West Virginia also gets honorable mention consideration. Quarterback Geno Smith is a potential top-five pick, and wide receivers Tavon Austin and Stedman Bailey should go in the first two rounds. However, the Mountaineers don't have any depth beyond those three players.
In left tackle Luke Joeckel, Texas A&M gives the draft perhaps its best player. Joeckel is a superb pass-blocker with natural quickness and athleticism. He is all but certain to be a top-five draft pick.
Joeckel isn't the Aggies' lone top talent, however. Defensive end Damontre Moore is also a potential top-10 pick thanks to his incredible motor and pass-rush potential.
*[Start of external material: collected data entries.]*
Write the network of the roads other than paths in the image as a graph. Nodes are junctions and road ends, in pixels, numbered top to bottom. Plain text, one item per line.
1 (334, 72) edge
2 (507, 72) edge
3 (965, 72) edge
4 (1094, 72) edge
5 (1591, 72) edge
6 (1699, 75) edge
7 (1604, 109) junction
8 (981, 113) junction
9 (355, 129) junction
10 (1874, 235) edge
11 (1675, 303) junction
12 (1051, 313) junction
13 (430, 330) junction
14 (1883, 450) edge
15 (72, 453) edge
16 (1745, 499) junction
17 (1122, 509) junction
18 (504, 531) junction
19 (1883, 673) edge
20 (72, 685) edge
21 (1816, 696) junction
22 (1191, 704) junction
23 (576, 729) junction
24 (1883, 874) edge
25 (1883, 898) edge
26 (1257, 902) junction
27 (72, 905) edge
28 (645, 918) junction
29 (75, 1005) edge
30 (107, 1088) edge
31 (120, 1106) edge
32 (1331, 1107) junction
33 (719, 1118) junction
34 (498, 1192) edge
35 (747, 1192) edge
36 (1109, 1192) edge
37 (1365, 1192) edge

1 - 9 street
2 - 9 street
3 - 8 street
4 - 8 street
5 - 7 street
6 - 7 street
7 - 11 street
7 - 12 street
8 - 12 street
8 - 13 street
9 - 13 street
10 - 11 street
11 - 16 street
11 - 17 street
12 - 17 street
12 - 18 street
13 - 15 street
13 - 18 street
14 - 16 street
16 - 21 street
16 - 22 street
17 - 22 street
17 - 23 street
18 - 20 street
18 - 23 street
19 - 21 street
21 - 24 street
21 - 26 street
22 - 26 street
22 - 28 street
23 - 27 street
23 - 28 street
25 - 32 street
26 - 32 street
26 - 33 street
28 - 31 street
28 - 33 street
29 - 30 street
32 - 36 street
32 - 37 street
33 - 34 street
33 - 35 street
This class would be even more stacked at the top if right tackle Jake Matthews had declared for the draft. However, it does still have linebacker Sean Porter and wide receiver Ryan Swope—both are likely mid-round picks—to round out the class.
Florida will be sending plenty of defensive players to the NFL in 2013, but few offensive.
The class starts with safety Matt Elam. Elam, a junior, has a reputation for being a ruthless hitter who rarely lets up. However, he isn't just a big hitter—he can play in coverage too and is a possible first-round pick.
Along with Elam is fellow junior Sharrif Floyd. Floyd is a 6'4", 305-pound defensive tackle with great power, athleticism and schematic versatility.
Fellow defensive lineman Dominique Easley is also considering entering the draft, though Floyd, a potential first-round pick, is the superior prospect.
Finishing the class is tight end Jordan Reed. Reed hasn't confirmed whether or not he will enter the draft, but the athletic pass-catcher has potential and could be a top-100 pick.
Perhaps the draft's top defensive player, Bjoern Werner is the big name here. A 6'4", 255-pound defensive end, Werner's superb pass-rushing ability could land him in the top five picks.
The Seminoles have another solid defensive end as well. Tank Carradine tore his ACL in November, but he could still be selected before the third round. Though his pass-rushing potential isn't as high as Werner's is, he is still a first-round talent.
Another big Florida State prospect is cornerback Xavier Rhodes. The 6'2", 210-pounder is an incredible athlete and could wind up in the first round.
Last, and probably least, is quarterback E.J. Manuel. Manuel is talented and a great athlete, but his lack of quarterback skills could knock him into the middle rounds.
North Carolina's top prospect is guard Jonathan Cooper. Though he isn't the draft's top guard prospect, Cooper is a likely first-round selection who offers both upside and probability at a not-so-valuable position.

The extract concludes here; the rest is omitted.